▸ TASK DESCRIPTION:
Every entry is to be printed again precisely as given.

▸ LISTED RECORDS:
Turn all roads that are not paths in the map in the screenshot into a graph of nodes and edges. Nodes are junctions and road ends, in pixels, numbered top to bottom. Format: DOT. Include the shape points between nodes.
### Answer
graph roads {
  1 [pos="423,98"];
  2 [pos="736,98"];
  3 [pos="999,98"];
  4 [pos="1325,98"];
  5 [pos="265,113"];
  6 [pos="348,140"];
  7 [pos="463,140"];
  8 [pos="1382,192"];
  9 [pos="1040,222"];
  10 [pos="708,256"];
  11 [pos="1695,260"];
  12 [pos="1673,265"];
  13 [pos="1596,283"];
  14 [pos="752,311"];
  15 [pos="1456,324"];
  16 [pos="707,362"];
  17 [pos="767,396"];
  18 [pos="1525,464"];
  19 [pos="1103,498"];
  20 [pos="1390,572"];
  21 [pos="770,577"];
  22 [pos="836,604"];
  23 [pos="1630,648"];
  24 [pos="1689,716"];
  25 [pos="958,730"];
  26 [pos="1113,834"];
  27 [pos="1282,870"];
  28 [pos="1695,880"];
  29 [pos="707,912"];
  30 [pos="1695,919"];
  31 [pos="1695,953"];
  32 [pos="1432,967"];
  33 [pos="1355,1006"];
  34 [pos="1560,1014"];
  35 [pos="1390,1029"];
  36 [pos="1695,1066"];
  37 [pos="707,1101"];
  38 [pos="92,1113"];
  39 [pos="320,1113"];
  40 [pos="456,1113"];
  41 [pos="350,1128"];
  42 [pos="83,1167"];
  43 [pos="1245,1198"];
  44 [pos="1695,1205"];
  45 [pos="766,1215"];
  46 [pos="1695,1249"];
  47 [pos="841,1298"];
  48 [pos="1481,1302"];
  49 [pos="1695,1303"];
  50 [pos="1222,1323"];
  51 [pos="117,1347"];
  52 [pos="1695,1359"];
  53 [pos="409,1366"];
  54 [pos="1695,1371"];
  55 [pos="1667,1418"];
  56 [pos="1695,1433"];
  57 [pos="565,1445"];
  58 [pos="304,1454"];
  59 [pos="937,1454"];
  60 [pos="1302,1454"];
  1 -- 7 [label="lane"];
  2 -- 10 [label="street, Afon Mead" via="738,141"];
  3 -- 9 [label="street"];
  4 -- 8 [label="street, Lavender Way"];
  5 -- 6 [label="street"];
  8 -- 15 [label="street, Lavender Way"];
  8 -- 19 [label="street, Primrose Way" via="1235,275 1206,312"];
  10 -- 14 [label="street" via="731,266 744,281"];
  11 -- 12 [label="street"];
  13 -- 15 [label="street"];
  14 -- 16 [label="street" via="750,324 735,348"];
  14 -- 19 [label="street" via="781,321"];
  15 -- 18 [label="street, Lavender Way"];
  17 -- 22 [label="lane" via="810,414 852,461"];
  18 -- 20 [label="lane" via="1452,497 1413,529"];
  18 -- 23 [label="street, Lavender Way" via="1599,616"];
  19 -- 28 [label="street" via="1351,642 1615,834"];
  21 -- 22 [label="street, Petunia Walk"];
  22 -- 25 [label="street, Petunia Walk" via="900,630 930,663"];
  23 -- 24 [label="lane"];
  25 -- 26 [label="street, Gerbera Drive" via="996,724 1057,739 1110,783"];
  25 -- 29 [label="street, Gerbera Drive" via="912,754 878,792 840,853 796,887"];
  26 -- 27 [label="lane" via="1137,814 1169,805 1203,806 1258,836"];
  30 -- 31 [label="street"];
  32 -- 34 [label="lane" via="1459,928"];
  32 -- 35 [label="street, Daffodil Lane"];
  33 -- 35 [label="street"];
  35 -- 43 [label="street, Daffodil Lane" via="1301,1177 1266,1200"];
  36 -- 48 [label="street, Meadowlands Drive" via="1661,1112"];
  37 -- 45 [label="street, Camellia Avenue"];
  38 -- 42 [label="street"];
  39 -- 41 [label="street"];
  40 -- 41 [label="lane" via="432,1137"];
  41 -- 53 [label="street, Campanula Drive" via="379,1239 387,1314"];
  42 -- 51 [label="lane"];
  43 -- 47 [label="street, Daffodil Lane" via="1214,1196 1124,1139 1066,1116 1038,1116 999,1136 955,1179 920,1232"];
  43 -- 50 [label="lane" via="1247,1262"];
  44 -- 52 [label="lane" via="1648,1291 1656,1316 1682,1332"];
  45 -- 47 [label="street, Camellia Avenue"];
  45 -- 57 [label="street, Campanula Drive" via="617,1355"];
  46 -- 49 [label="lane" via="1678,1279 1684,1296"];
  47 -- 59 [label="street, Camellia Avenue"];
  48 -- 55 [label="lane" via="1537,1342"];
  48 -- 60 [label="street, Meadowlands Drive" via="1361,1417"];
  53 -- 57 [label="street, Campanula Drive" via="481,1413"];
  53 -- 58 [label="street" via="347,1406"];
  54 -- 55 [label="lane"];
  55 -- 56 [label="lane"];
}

▸ FINAL ANSWER:
Turn all roads that are not paths in the map in the screenshot into a graph of nodes and edges. Nodes are junctions and road ends, in pixels, numbered top to bottom. Format: DOT. Include the shape points between nodes.
### Answer
graph roads {
  1 [pos="423,98"];
  2 [pos="736,98"];
  3 [pos="999,98"];
  4 [pos="1325,98"];
  5 [pos="265,113"];
  6 [pos="348,140"];
  7 [pos="463,140"];
  8 [pos="1382,192"];
  9 [pos="1040,222"];
  10 [pos="708,256"];
  11 [pos="1695,260"];
  12 [pos="1673,265"];
  13 [pos="1596,283"];
  14 [pos="752,311"];
  15 [pos="1456,324"];
  16 [pos="707,362"];
  17 [pos="767,396"];
  18 [pos="1525,464"];
  19 [pos="1103,498"];
  20 [pos="1390,572"];
  21 [pos="770,577"];
  22 [pos="836,604"];
  23 [pos="1630,648"];
  24 [pos="1689,716"];
  25 [pos="958,730"];
  26 [pos="1113,834"];
  27 [pos="1282,870"];
  28 [pos="1695,880"];
  29 [pos="707,912"];
  30 [pos="1695,919"];
  31 [pos="1695,953"];
  32 [pos="1432,967"];
  33 [pos="1355,1006"];
  34 [pos="1560,1014"];
  35 [pos="1390,1029"];
  36 [pos="1695,1066"];
  37 [pos="707,1101"];
  38 [pos="92,1113"];
  39 [pos="320,1113"];
  40 [pos="456,1113"];
  41 [pos="350,1128"];
  42 [pos="83,1167"];
  43 [pos="1245,1198"];
  44 [pos="1695,1205"];
  45 [pos="766,1215"];
  46 [pos="1695,1249"];
  47 [pos="841,1298"];
  48 [pos="1481,1302"];
  49 [pos="1695,1303"];
  50 [pos="1222,1323"];
  51 [pos="117,1347"];
  52 [pos="1695,1359"];
  53 [pos="409,1366"];
  54 [pos="1695,1371"];
  55 [pos="1667,1418"];
  56 [pos="1695,1433"];
  57 [pos="565,1445"];
  58 [pos="304,1454"];
  59 [pos="937,1454"];
  60 [pos="1302,1454"];
  1 -- 7 [label="lane"];
  2 -- 10 [label="street, Afon Mead" via="738,141"];
  3 -- 9 [label="street"];
  4 -- 8 [label="street, Lavender Way"];
  5 -- 6 [label="street"];
  8 -- 15 [label="street, Lavender Way"];
  8 -- 19 [label="street, Primrose Way" via="1235,275 1206,312"];
  10 -- 14 [label="street" via="731,266 744,281"];
  11 -- 12 [label="street"];
  13 -- 15 [label="street"];
  14 -- 16 [label="street" via="750,324 735,348"];
  14 -- 19 [label="street" via="781,321"];
  15 -- 18 [label="street, Lavender Way"];
  17 -- 22 [label="lane" via="810,414 852,461"];
  18 -- 20 [label="lane" via="1452,497 1413,529"];
  18 -- 23 [label="street, Lavender Way" via="1599,616"];
  19 -- 28 [label="street" via="1351,642 1615,834"];
  21 -- 22 [label="street, Petunia Walk"];
  22 -- 25 [label="street, Petunia Walk" via="900,630 930,663"];
  23 -- 24 [label="lane"];
  25 -- 26 [label="street, Gerbera Drive" via="996,724 1057,739 1110,783"];
  25 -- 29 [label="street, Gerbera Drive" via="912,754 878,792 840,853 796,887"];
  26 -- 27 [label="lane" via="1137,814 1169,805 1203,806 1258,836"];
  30 -- 31 [label="street"];
  32 -- 34 [label="lane" via="1459,928"];
  32 -- 35 [label="street, Daffodil Lane"];
  33 -- 35 [label="street"];
  35 -- 43 [label="street, Daffodil Lane" via="1301,1177 1266,1200"];
  36 -- 48 [label="street, Meadowlands Drive" via="1661,1112"];
  37 -- 45 [label="street, Camellia Avenue"];
  38 -- 42 [label="street"];
  39 -- 41 [label="street"];
  40 -- 41 [label="lane" via="432,1137"];
  41 -- 53 [label="street, Campanula Drive" via="379,1239 387,1314"];
  42 -- 51 [label="lane"];
  43 -- 47 [label="street, Daffodil Lane" via="1214,1196 1124,1139 1066,1116 1038,1116 999,1136 955,1179 920,1232"];
  43 -- 50 [label="lane" via="1247,1262"];
  44 -- 52 [label="lane" via="1648,1291 1656,1316 1682,1332"];
  45 -- 47 [label="street, Camellia Avenue"];
  45 -- 57 [label="street, Campanula Drive" via="617,1355"];
  46 -- 49 [label="lane" via="1678,1279 1684,1296"];
  47 -- 59 [label="street, Camellia Avenue"];
  48 -- 55 [label="lane" via="1537,1342"];
  48 -- 60 [label="street, Meadowlands Drive" via="1361,1417"];
  53 -- 57 [label="street, Campanula Drive" via="481,1413"];
  53 -- 58 [label="street" via="347,1406"];
  54 -- 55 [label="lane"];
  55 -- 56 [label="lane"];
}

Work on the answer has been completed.